Ma et al. (2014) analysed between-session behaviour with online gambling data from Bwin, a major international gambling operator, using accounts of 22,304 new customers that were followed for 8 months. They used week-level aggregated panel data, which included all gambling types available (i.e., poker, casino games, video games and sports betting). Their objective was to study how players’ cumulative outcomes and recent outcomes in gambling predict players’ behaviour in the next week. They found that customers who lose in the previous week tend to cut their bet sizes by around 26% in the following week.

Forrest and McHale (2016) were the first who used survival regression to study between-session loss-chasing behaviour by loyalty card holders playing slot machines at Rank Group casinos over a 4 year period. According to their definition, loss-chasing behaviour was present when a player returned to play after an atypically high losing session sooner than otherwise. Since their empirical model required that an individual engages in multiple consecutive betting sessions, they restricted the analysis to regular gamblers who made at least 50 visits to a casino in a year. They found that for most players, being a loser on the last visit predicts a longer time to the next visit. However, around 2% of players had a tendency to return to play sooner than usual after an atypical loss, which they regarded as an indication of loss-chasing behaviour.
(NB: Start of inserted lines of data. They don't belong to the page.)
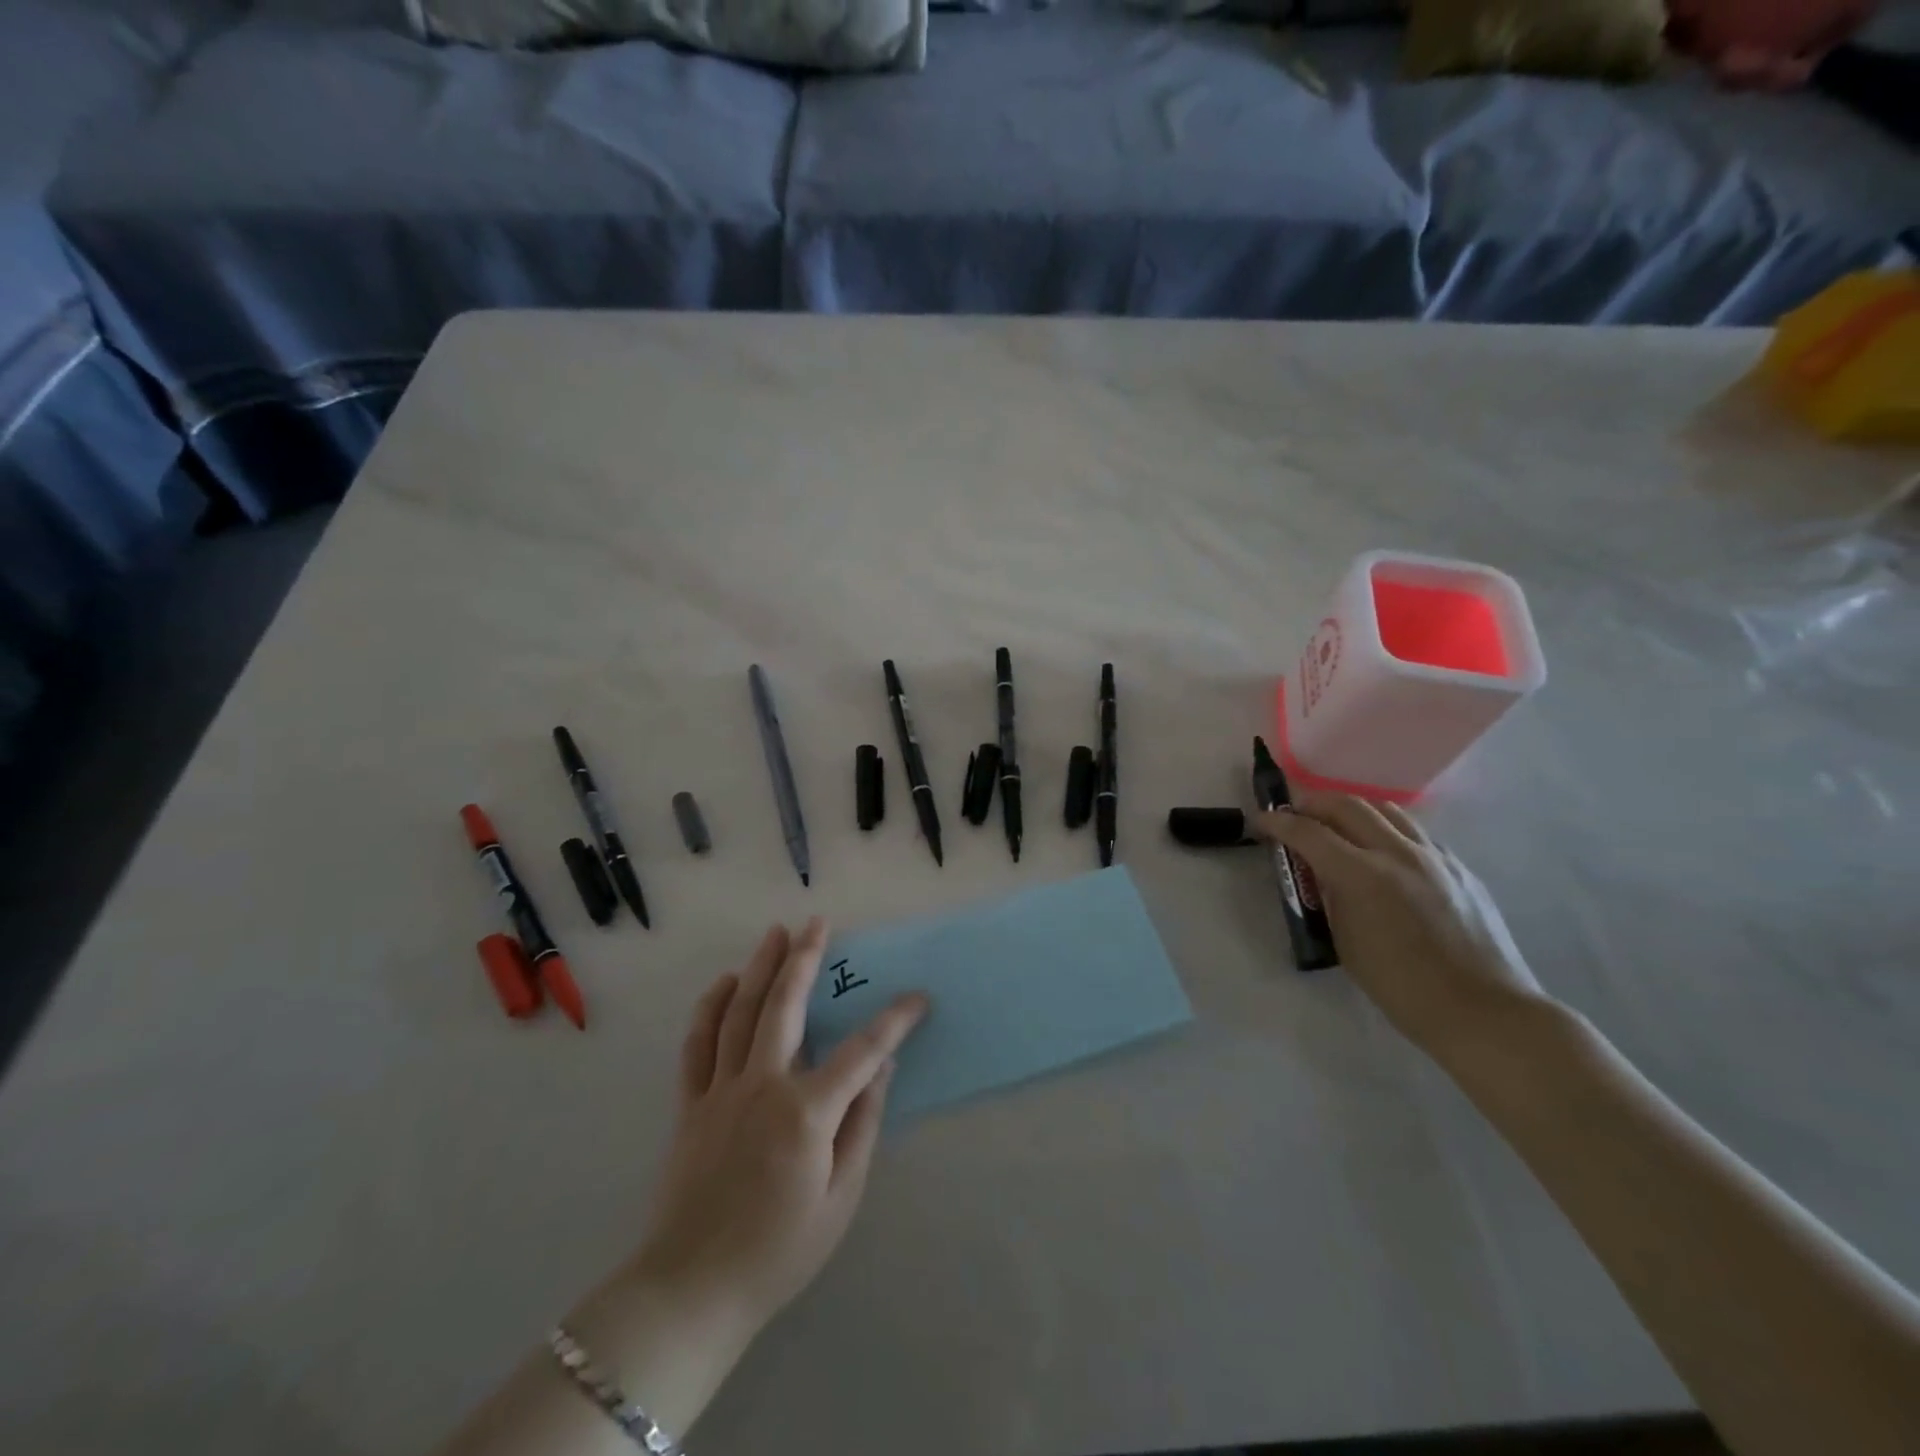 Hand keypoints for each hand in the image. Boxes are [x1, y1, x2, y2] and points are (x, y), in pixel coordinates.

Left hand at [630, 919, 929, 1341]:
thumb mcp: (840, 1197)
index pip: (862, 1051)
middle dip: (805, 959)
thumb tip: (883, 1068)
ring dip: (760, 967)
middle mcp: (762, 1086)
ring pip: (741, 1013)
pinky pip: (698, 1043)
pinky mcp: (691, 1103)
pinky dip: (711, 1007)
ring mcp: (721, 1090)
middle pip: (785, 1006)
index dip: (894, 1021)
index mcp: (805, 1112)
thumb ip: (862, 1124)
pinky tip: (725, 983)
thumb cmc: (779, 1250)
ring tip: (775, 932)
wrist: (692, 1290)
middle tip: (818, 923)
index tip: (917, 998)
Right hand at [1261, 793, 1549, 1064]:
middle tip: (1295, 815)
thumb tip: (1324, 876)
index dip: (1279, 823)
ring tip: (1337, 825)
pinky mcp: (1459, 867)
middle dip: (1313, 804)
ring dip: (1352, 810)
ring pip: (1386, 810)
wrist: (1484, 1011)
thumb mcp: (1346, 942)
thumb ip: (1332, 898)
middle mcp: (1398, 853)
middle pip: (1347, 806)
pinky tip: (1382, 852)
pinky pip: (1415, 833)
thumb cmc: (1403, 988)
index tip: (1261, 821)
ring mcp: (1434, 857)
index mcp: (1363, 876)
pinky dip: (1387, 830)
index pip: (1309, 833) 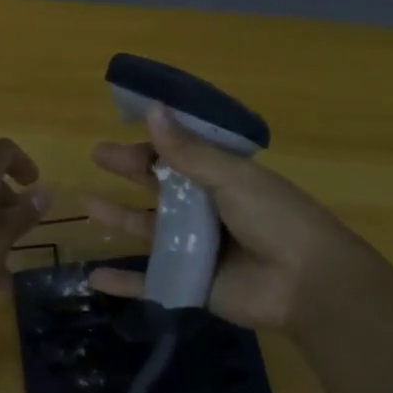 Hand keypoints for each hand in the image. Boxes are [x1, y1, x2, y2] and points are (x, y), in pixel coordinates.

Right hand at [85, 107, 392, 330]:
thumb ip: (187, 151)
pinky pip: (150, 281)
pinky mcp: (190, 282)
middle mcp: (206, 208)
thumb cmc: (274, 218)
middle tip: (97, 155)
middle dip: (129, 170)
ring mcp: (196, 247)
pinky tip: (93, 277)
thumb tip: (150, 108)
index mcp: (222, 177)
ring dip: (118, 217)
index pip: (180, 152)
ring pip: (148, 229)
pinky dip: (123, 281)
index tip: (122, 124)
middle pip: (159, 186)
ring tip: (85, 204)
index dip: (153, 140)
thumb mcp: (231, 177)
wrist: (307, 284) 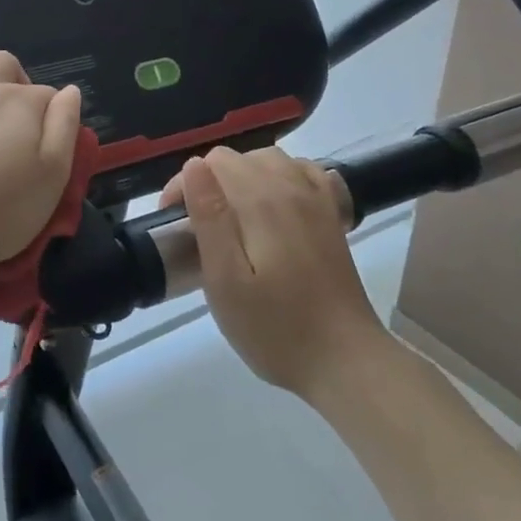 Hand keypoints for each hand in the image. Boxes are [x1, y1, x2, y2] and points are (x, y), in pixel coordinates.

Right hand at [164, 146, 389, 396]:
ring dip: (241, 178)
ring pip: (269, 160)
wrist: (345, 361)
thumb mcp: (225, 281)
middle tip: (197, 228)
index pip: (212, 163)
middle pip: (238, 158)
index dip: (184, 186)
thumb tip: (194, 165)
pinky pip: (302, 172)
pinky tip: (271, 207)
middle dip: (209, 181)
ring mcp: (316, 200)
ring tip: (229, 218)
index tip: (175, 224)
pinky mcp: (332, 216)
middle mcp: (291, 188)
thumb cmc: (275, 328)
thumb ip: (209, 218)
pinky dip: (279, 178)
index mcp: (261, 201) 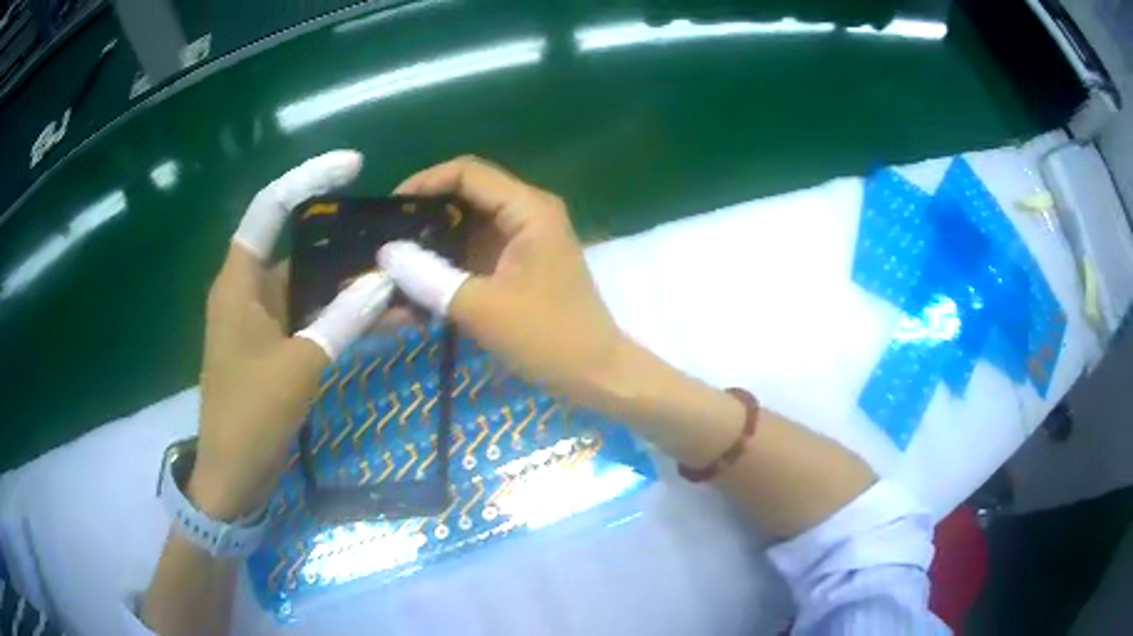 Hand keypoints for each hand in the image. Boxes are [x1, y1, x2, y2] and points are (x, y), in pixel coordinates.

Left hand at [191, 151, 394, 519]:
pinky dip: (345, 317)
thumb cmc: (250, 418)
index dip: (309, 180)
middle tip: (396, 235)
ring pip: (313, 287)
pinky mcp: (278, 347)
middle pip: (299, 246)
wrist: (233, 477)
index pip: (270, 209)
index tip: (353, 167)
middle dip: (346, 240)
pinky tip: (385, 320)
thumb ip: (341, 319)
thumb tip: (385, 278)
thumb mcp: (298, 367)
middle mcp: (250, 291)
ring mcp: (265, 321)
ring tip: (404, 282)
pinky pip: (315, 318)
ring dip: (353, 286)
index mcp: (239, 282)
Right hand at [378, 156, 626, 405]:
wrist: (596, 373)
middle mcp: (527, 212)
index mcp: (528, 209)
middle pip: (466, 195)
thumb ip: (429, 277)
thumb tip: (385, 253)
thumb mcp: (481, 307)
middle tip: (387, 236)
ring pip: (468, 224)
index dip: (425, 182)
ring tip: (396, 259)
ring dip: (434, 240)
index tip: (390, 208)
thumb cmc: (547, 337)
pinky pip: (476, 250)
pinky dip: (449, 261)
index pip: (467, 172)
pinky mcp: (519, 263)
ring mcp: (524, 238)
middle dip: (425, 213)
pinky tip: (421, 281) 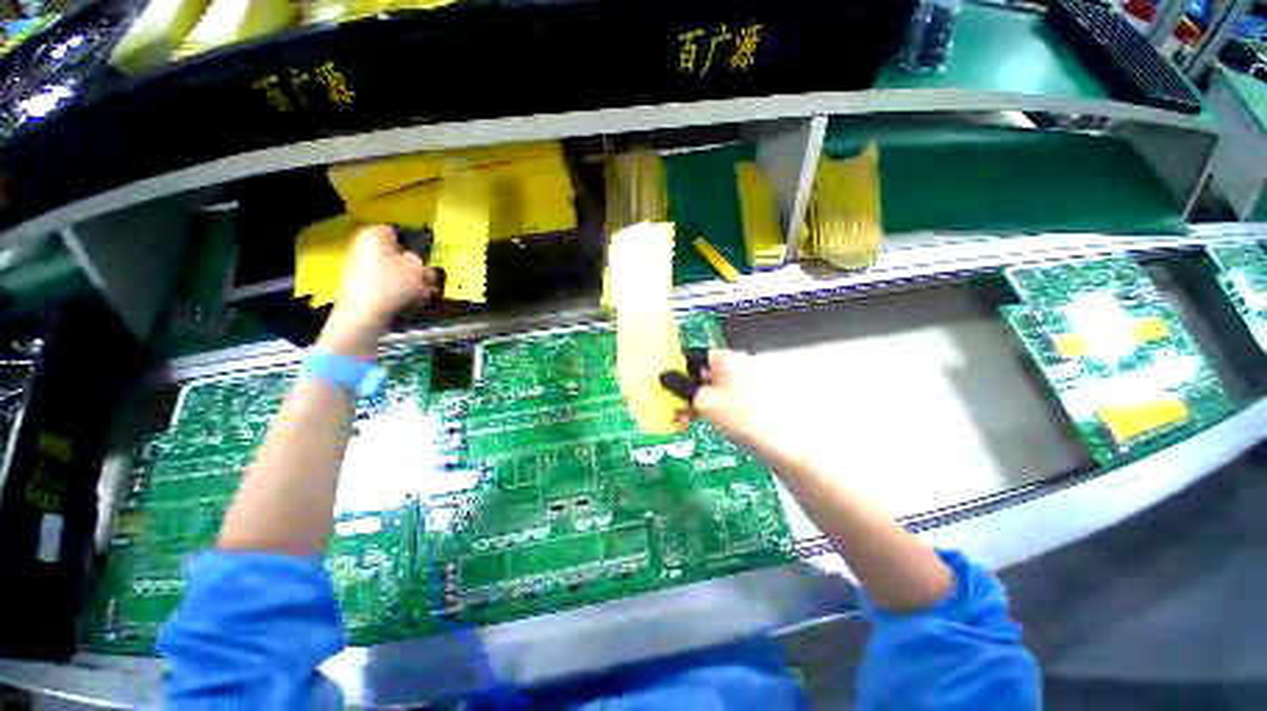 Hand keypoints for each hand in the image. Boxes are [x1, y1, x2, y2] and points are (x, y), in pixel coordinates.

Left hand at [336, 225, 439, 327]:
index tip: (424, 258)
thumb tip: (413, 262)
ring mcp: (361, 268)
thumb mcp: (417, 266)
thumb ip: (419, 260)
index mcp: (373, 235)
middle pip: (396, 255)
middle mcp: (363, 248)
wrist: (364, 312)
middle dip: (413, 266)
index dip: (412, 244)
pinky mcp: (363, 287)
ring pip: (394, 271)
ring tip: (426, 293)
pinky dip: (400, 291)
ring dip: (411, 281)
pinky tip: (413, 301)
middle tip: (429, 279)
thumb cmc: (391, 282)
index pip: (396, 232)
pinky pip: (387, 284)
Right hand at [661, 349, 758, 448]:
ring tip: (688, 421)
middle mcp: (740, 364)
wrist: (782, 443)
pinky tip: (708, 423)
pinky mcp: (756, 398)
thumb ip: (682, 388)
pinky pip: (728, 398)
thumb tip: (665, 377)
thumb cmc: (741, 416)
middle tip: (677, 410)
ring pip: (716, 389)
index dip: (679, 372)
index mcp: (728, 358)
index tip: (669, 389)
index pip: (696, 357)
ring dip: (699, 403)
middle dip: (689, 392)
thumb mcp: (704, 401)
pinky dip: (716, 408)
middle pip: (705, 374)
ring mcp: (751, 381)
To summarise, the main finding of the studies that analysed the association between prior losses and current betting, gamblers tended to reduce their risk in betting after losing the preceding bet or on a losing visit. This indicates that it is unlikely that the representative bettor is a loss-chaser. However, an exception was Narayanan and Manchanda (2012) who found that land-based casino gamblers reacted in the opposite manner to a losing bet in a gambling session. Ma et al. (2014) discussed possible reasons for this contradictory finding. They commented that ‘In particular, Narayanan and Manchanda (2012) conducted a within-trip analysis of casino visits that is based on the assumption that the outcomes of previous trips do not affect subsequent gambling. Such an assumption might be reasonable for casino gambling, but seems unrealistic for online gambling’. However, Suhonen and Saastamoinen (2018) detected that online horse race bettors actually tend to reduce their bets after a losing bet within a gambling session. Thus, the reason(s) for the contradictory result obtained by Narayanan and Manchanda (2012) remains unclear.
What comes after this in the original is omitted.